Additionally, Illumina's newer software versions with quantized quality scores are simply not very good for calling variants, which would again increase the necessary coverage for a given confidence level. It's possible to recalibrate the quality scores which will restore the full quality-score range and thus make it possible to more-accurately distinguish SNVs from sequencing error, reducing the necessary coverage, but it's better to just select a platform that does not quantize quality scores in the first place. The newer 2-dye chemistries also seem to decrease quality, and patterned flow-cells decrease average insert size (longer inserts help resolve repeats), so the newer platforms with 2-dye chemistry or patterned flow-cells need more coverage for accurate variant calling.

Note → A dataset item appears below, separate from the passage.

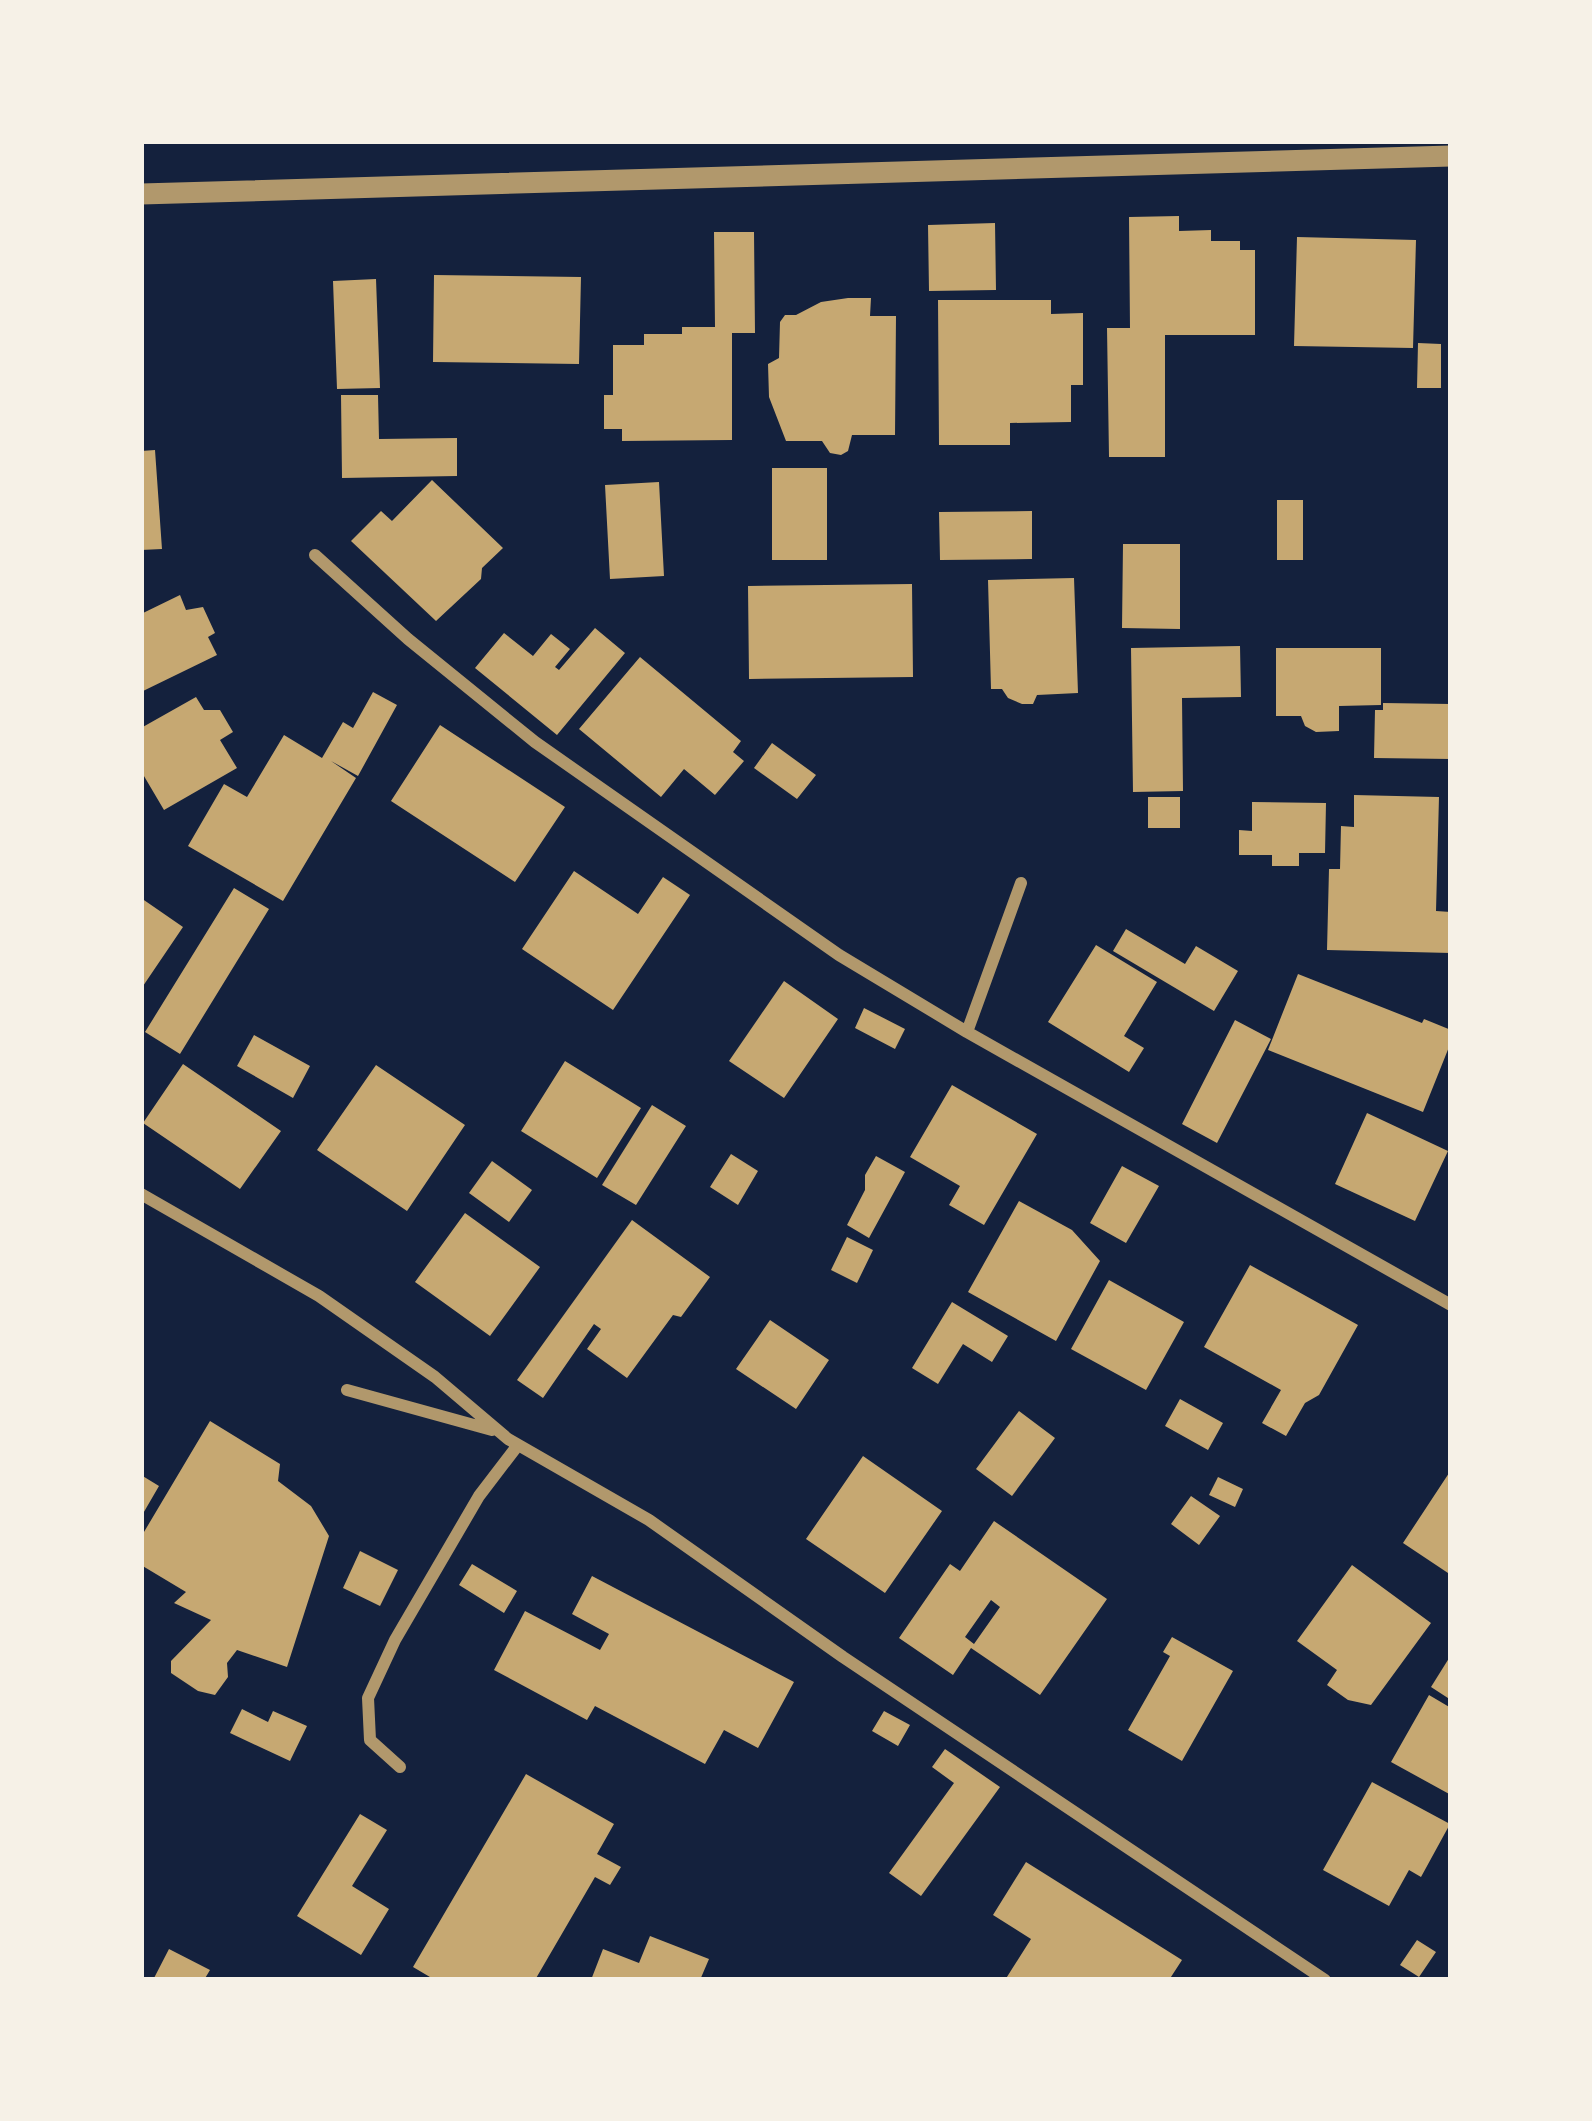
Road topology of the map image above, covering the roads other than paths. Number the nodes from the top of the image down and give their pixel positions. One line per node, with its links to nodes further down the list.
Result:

I'm currently evaluating some NextSeq data from a fungus with 120x coverage. Some of the SNPs are present in 97% of reads; it's pretty obvious they are real. Some are present in 1 read only; they appear to be sequencing error. Some are present in around 25% of reads, with a kind of low average quality score. I'm really not sure about those - are they real? Sequencing error? A collapsed 4-copy repeat in the assembly? If this was MiSeq or HiSeq 2500 data, it would be obvious. But with current NextSeq data, the lowest possible quality score is 14, which indicates over 95% confidence that the call is correct. I have no idea what they are. Others variants are scattered around whole coverage scale, between 2x and 120x; with inaccurate calls and quality scores, it's impossible to accurately call any variants or their ploidy unless you do massive oversequencing, and 30x would absolutely not be sufficient for a haploid, let alone a diploid.